An exciting development in the process of how we test reading and uncover literacy barriers is in the use of AI technology, which helps dig deeply into what is really going on when a child reads. Research on the relationship between reading and eye movements is constantly being updated but, with 5000 scientific studies behind it, the evidence base is strong – tracking eyes picks up minor differences in how the brain processes text on lexical (verbal), syntactic (word order), semantic (interpretation) and structural levels.
Therefore, as we track how a child’s eye moves, it is possible to get a view of the linguistic processes going on inside that individual’s head. This reveals a large amount of information about the cognitive interplay and how different components work together. The same algorithms can also be used to highlight the risk of dyslexia, and other reading difficulties, without the need for long assessment times.
Making a difference
Such detailed information is enormously helpful in practical teaching terms. Imagine a graph with two axes, where horizontal is decoding and vertical is comprehension. Results from this AI testing from Lexplore Analytics can place children at a precise spot in terms of identifying the difficulties they are experiencing with reading, so the right interventions and support can be put into place to help them progress. This is important because methods that work well for non-dyslexic children may actually be confusing or potentially detrimental for those with reading difficulties.

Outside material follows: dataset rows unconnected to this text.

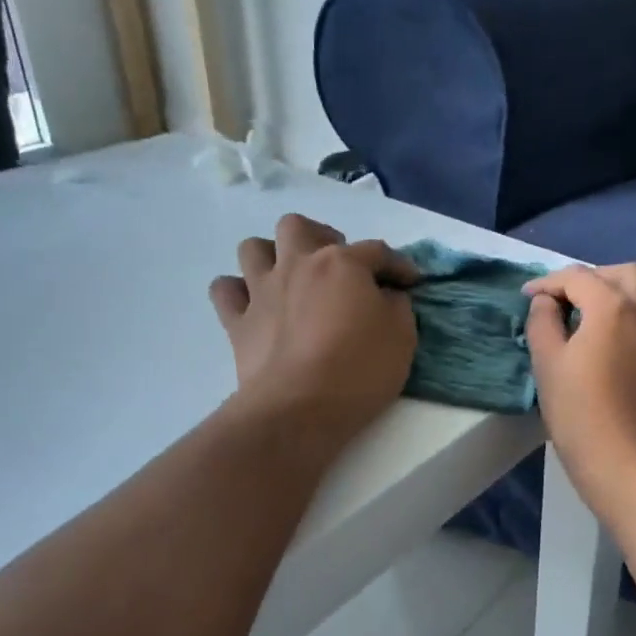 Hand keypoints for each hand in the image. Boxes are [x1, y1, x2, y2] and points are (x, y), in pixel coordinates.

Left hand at [210, 215, 418, 443]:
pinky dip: (238, 291)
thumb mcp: (402, 336)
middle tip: (337, 266)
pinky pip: (225, 290)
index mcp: (341, 263)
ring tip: (290, 277)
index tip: (411, 282)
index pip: (376, 251)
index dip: (398, 265)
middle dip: (320, 237)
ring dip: (272, 255)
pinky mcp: (237, 322)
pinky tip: (254, 304)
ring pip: (253, 248)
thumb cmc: (359, 369)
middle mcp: (297, 265)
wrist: (299, 408)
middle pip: (298, 226)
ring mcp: (261, 291)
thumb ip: (396, 305)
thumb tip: (386, 296)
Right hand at [524, 264, 635, 518]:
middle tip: (570, 299)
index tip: (528, 297)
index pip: (578, 277)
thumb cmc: (581, 416)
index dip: (548, 282)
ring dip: (633, 295)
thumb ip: (542, 323)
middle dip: (595, 278)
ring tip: (609, 314)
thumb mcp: (547, 366)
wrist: (633, 468)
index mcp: (612, 307)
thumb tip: (545, 302)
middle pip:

There are other benefits to using the latest technology tools to deliver more advanced assessment too, in terms of screening more quickly and allocating specialist teaching resources where they’re most needed. But the bottom line is that if we miss the opportunity to intervene when we can, and fail to ensure children are well equipped with the personalised strategies that are appropriate to their individual thinking style – thus enabling them to decrypt the reading code – then we risk severely letting those children down. This is not something that any of us wants to see happen.
Bernadette McLean is an independent literacy consultant for Lexplore Analytics and was previously principal of The Helen Arkell Dyslexia Centre.